Приезжий каждую бражку помешал, да палец в нее и на язык попробовал. Почмокал эдак. И головой поводит: "О! О!" Дело хорошее, мол.
Выбирает пустую бочку. "Где у вас бурав есть?" И отверстие в средней клепке провертел. Поставь бочку, в нее влезь: верхний край придется тебе по грудь, под соски. А отверстие в аккурат пониже пупка. Ну, этот приезжий кленовым гвоздем его крепко так забил.
Раздевайтесь, говорит, и наливайте пока чистой воды. Сашка слушается - чего ему... "Теперь, - гость усмехается, - браги анисовой". И отсчитал девять ковшиков. Да ржаной бражки - пяток. Да четыре ковша ягодной, ежевичной. После этого сымает с себя ремешок: шведская кожа, тремя битюгами не порвешь. И хитрым узлом завязывает Сашке за спиной руки. Проворно запястья завязал. А тому - хоть перетри веревками! вылечи только.

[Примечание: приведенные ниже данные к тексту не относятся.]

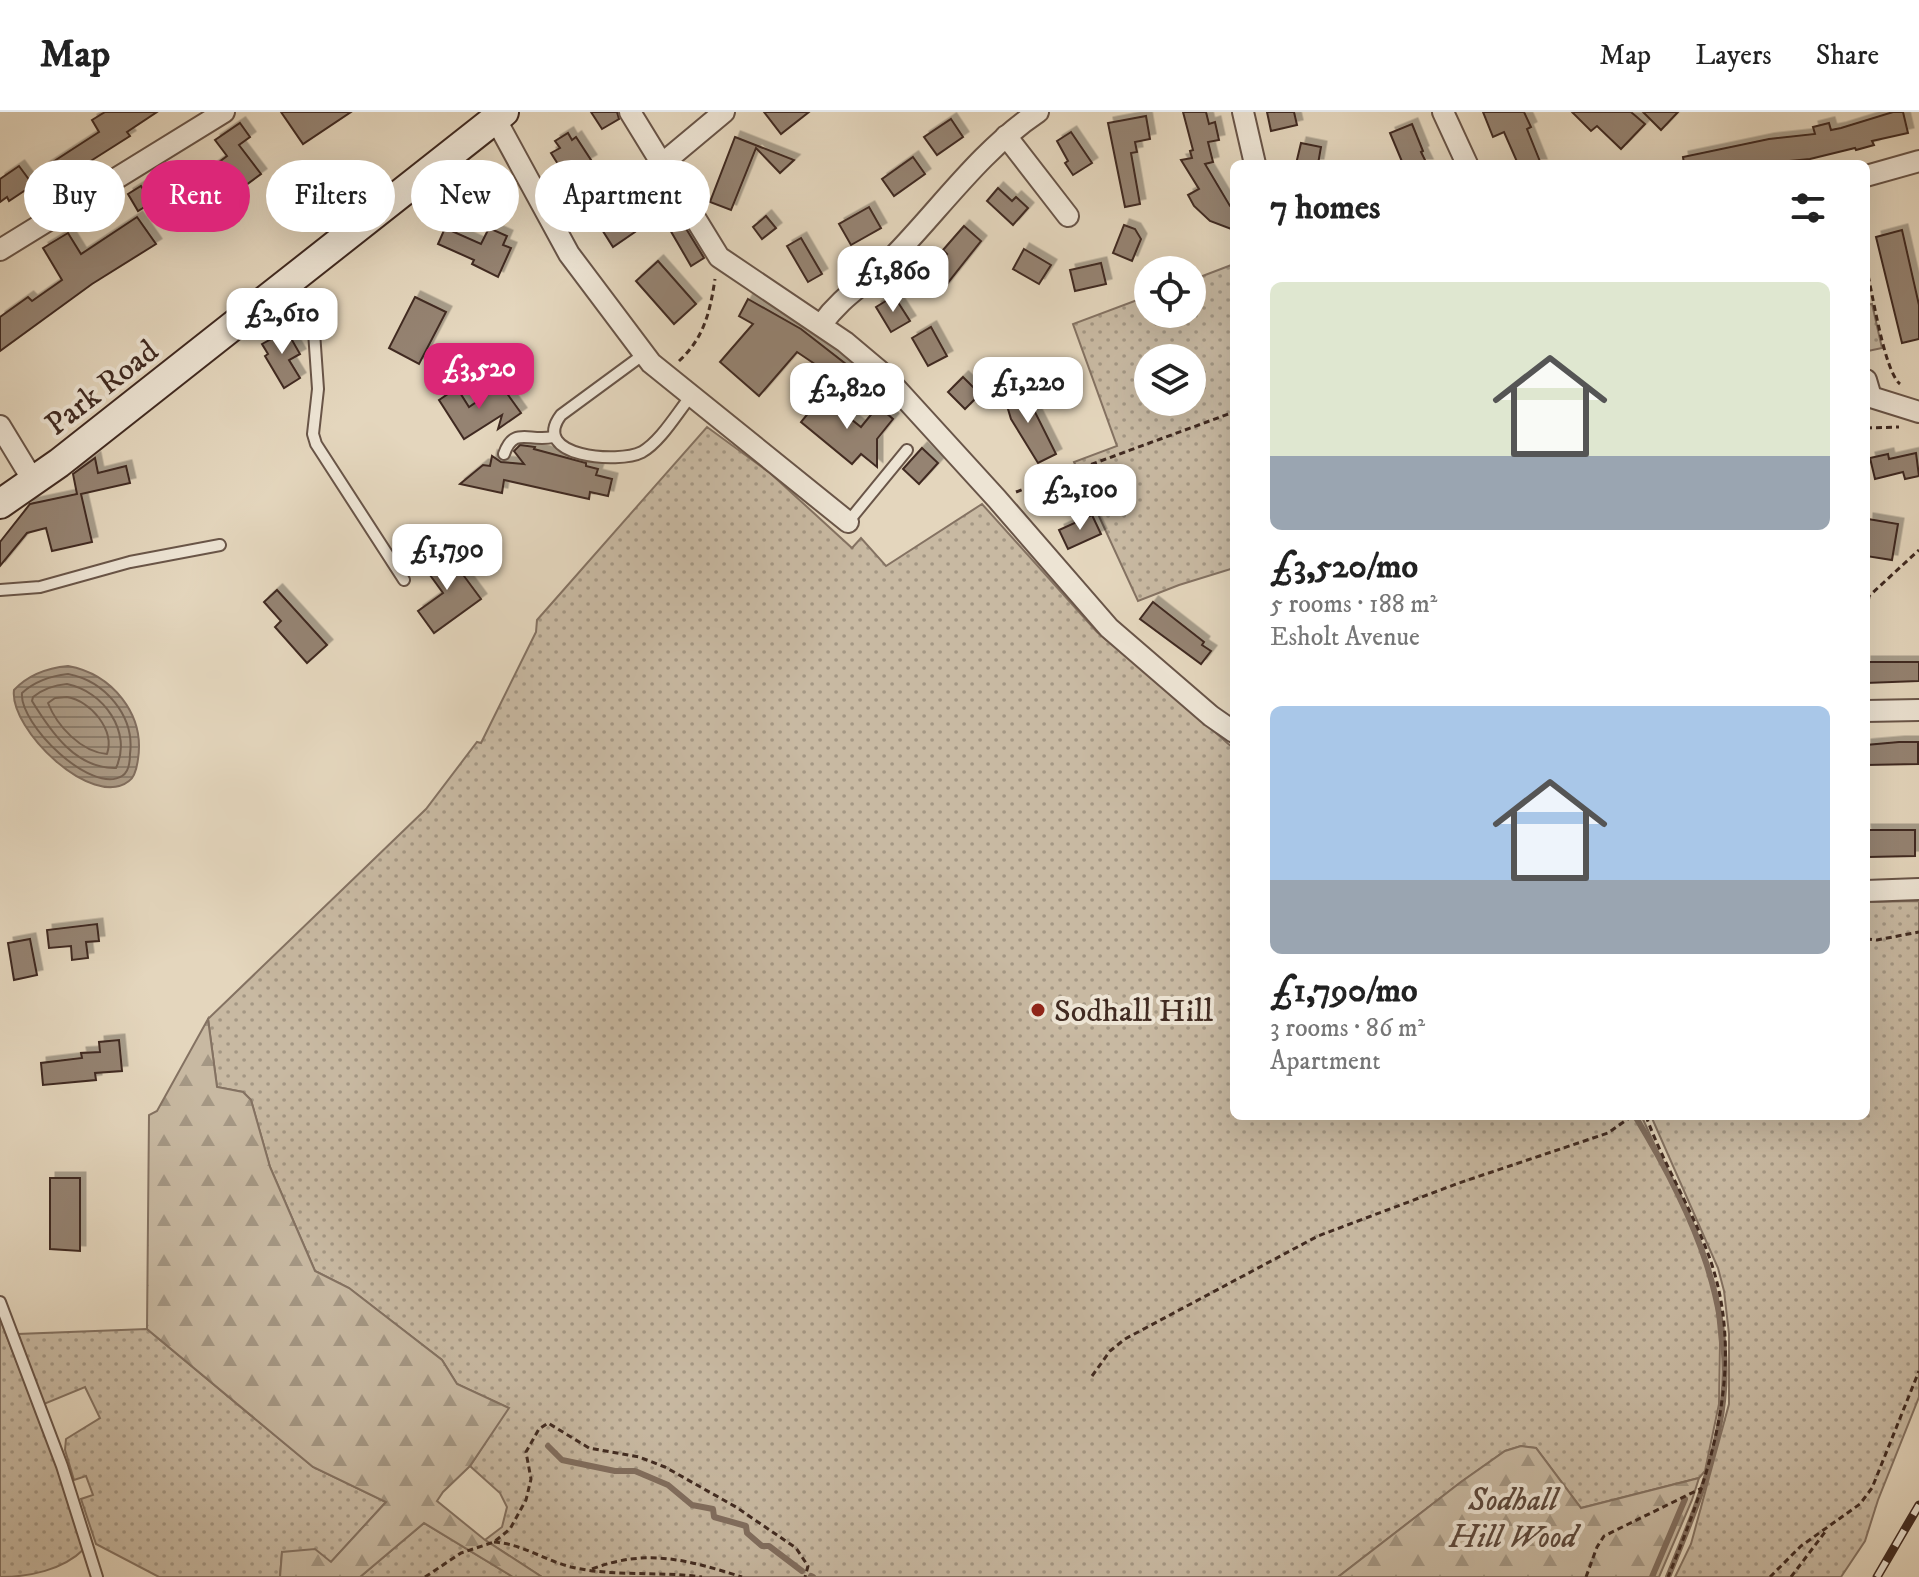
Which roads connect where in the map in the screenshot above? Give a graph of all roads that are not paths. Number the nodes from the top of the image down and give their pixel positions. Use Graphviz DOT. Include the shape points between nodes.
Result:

Он улыбается, гость. Указал влазить в бочку. Под мышки поддерживает, помог. Тот - ладно; исполнено. Стала бочка полнехонька, по самый краешек. Стоит Сашка в воде да в трех бражках. Пузырьки поверху. Гость: "Где у нас тут перегнанная водочка?" - "Вон в поставце - лафитники. В зеленом - двойной выгонки, в синеньком тройной".
Гость налил ему стопку двойной выгонки да тройной - рюмочку. "Это выпейте, этим запейте..." Приятно приняла душа. Ну - держись теперь! Всыпал порошок в бочку. Там была муть, болтушка - враз стала густа. Черная - деготь! Всыпал другой порошок - гущина зашипела. И переходит в прозрачную влагу. Чистая! Скажи - слеза!
А от третьего порошка эта влага начала нагреваться. Сама вроде собой, с гудом каким-то. Все горячей и горячей. Сашка в бочке топочет, а гость: "Если гвоздь кленовый не выбьете, гуд и нагрев не прекратятся. Сваритесь!" - "Да с чего я выбью? Не с чего!"